芝麻素标准品 (纯度 98%):中国药品生物制品检定所;芝麻酚标准品 (纯度 98%):Alfa Aesar公司;芝麻林素及芝麻素酚标准品,试验室自制,I R,MS,NMR对其进行了确证,HPLC检测纯度分别为97.08%和97.46%;芝麻油:市售小磨香油 (产自郑州);甲醇:色谱纯,美国迪马公司;超纯水由艾柯超纯水机制。

1.2 色谱条件

色谱柱:XBPODS-C18色谱柱 (25 mm ×4.6 mm,5μm);检测波长:芝麻素和芝麻林素为 287 nm,芝麻酚和芝麻素酚为 293 nm;柱温:30℃;流速:0.8 mL/min;洗脱剂及洗脱梯度见表 1。

表 1 HPLC洗脱梯度

1.3 标准溶液的配制

称取 5 mg芝麻酚、5 mg芝麻素酚、10 mg芝麻素和 6 mg芝麻林素分别加入丙酮溶解并定容至 50 mL,配成芝麻酚质量浓度为 50μg/mL、芝麻素酚质量浓度为 50μg/mL、芝麻素质量浓度为 200μg/mL和芝麻林素质量浓度为 120μg/mL的标准液。

1.4 样品的制备

1.4.1 皂化法

按照文献[7]的方法并加以改进。

取 1 g芝麻油加入 15 mL乙醇溶解于 100 mL烧瓶中,加 1∶1的氢氧化钾溶液 8 mL,将烧瓶放在磁力搅拌器上,80℃水浴下反应 30 min,冷却。

芝麻素与芝麻林素的萃取:将皂化物移入分液漏斗中,加入乙酸乙酯萃取 3次,其中每次 30 mL,合并乙酸乙酯萃取液,水洗至中性,减压蒸干乙酸乙酯,得萃取物样品一备用。

芝麻酚与芝麻素酚的萃取:将收集的水层中加入15%H2SO4溶液调节至 pH 3,用二氯甲烷萃取 3次,每次 30 mL。
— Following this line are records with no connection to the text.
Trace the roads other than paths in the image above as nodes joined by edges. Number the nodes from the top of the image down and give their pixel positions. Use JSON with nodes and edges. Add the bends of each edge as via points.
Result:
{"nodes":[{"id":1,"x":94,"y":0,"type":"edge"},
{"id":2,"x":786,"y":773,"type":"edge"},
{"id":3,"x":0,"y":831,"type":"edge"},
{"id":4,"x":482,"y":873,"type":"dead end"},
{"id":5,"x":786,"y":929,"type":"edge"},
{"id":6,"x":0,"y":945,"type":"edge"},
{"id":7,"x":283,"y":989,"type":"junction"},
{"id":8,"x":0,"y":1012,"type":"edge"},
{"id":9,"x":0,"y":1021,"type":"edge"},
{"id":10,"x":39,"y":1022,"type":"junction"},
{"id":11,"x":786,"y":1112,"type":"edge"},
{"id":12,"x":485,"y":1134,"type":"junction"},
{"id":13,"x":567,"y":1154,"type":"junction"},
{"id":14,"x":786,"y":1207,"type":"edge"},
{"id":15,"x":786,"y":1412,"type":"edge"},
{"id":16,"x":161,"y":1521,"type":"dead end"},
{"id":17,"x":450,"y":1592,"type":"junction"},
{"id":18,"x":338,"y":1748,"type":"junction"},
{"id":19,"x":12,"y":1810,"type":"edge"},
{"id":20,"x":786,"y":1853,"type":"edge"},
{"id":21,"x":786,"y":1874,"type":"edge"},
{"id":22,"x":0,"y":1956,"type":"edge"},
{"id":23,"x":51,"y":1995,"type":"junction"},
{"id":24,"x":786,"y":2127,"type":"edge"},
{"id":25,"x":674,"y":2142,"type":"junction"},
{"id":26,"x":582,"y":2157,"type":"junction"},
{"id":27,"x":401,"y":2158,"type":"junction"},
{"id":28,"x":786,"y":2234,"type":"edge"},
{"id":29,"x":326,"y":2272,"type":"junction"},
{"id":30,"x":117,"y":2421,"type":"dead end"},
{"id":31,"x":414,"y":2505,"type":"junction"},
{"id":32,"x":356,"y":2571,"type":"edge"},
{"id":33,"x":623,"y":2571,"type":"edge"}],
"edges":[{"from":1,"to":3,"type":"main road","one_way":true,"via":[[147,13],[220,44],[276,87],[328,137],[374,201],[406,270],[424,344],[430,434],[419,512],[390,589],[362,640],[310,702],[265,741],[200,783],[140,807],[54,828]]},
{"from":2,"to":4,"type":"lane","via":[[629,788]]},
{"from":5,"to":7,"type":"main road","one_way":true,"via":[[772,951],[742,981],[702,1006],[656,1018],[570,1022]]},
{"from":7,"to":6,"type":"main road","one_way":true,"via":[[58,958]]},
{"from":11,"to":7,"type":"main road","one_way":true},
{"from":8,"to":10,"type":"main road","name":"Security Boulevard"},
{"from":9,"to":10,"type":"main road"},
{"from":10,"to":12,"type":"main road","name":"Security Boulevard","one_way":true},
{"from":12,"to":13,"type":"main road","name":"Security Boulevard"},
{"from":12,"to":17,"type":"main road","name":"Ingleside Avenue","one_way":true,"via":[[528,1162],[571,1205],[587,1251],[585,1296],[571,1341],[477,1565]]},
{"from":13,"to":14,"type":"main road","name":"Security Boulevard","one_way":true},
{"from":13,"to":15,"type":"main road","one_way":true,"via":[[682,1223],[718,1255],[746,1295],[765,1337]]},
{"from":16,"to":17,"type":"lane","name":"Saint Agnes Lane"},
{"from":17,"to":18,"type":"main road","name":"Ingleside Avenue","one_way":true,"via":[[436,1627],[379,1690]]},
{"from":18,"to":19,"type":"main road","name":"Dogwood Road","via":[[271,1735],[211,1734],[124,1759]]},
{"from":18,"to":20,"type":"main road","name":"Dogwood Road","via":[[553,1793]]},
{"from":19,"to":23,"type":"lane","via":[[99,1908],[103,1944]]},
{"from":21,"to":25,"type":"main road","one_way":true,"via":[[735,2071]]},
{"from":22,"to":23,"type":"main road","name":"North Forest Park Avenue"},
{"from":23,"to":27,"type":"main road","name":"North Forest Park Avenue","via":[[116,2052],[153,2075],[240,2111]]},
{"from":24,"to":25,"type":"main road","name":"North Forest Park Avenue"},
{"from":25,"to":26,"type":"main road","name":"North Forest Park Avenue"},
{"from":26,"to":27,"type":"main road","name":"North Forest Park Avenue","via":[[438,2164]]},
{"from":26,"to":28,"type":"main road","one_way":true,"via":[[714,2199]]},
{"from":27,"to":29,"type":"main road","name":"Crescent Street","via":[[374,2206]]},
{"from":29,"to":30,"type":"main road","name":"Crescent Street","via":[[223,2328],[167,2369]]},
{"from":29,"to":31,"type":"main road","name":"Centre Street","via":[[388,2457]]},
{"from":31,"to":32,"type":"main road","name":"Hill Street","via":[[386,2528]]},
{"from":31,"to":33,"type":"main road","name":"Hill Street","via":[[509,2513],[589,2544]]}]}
合并二氯甲烷萃取液并用饱和碳酸氢钠溶液洗涤至弱碱性,再用蒸馏水洗至中性。无水硫酸钠干燥,减压蒸除溶剂。得萃取物样品二备用。

将萃取物两份样品用丙酮溶解后合并,丙酮定容至 25 mL,作为 HPLC检测样品,进样量 10μL。

1.4.2 氧化铝柱层析法

按照文献[6]的方法,并加以改进。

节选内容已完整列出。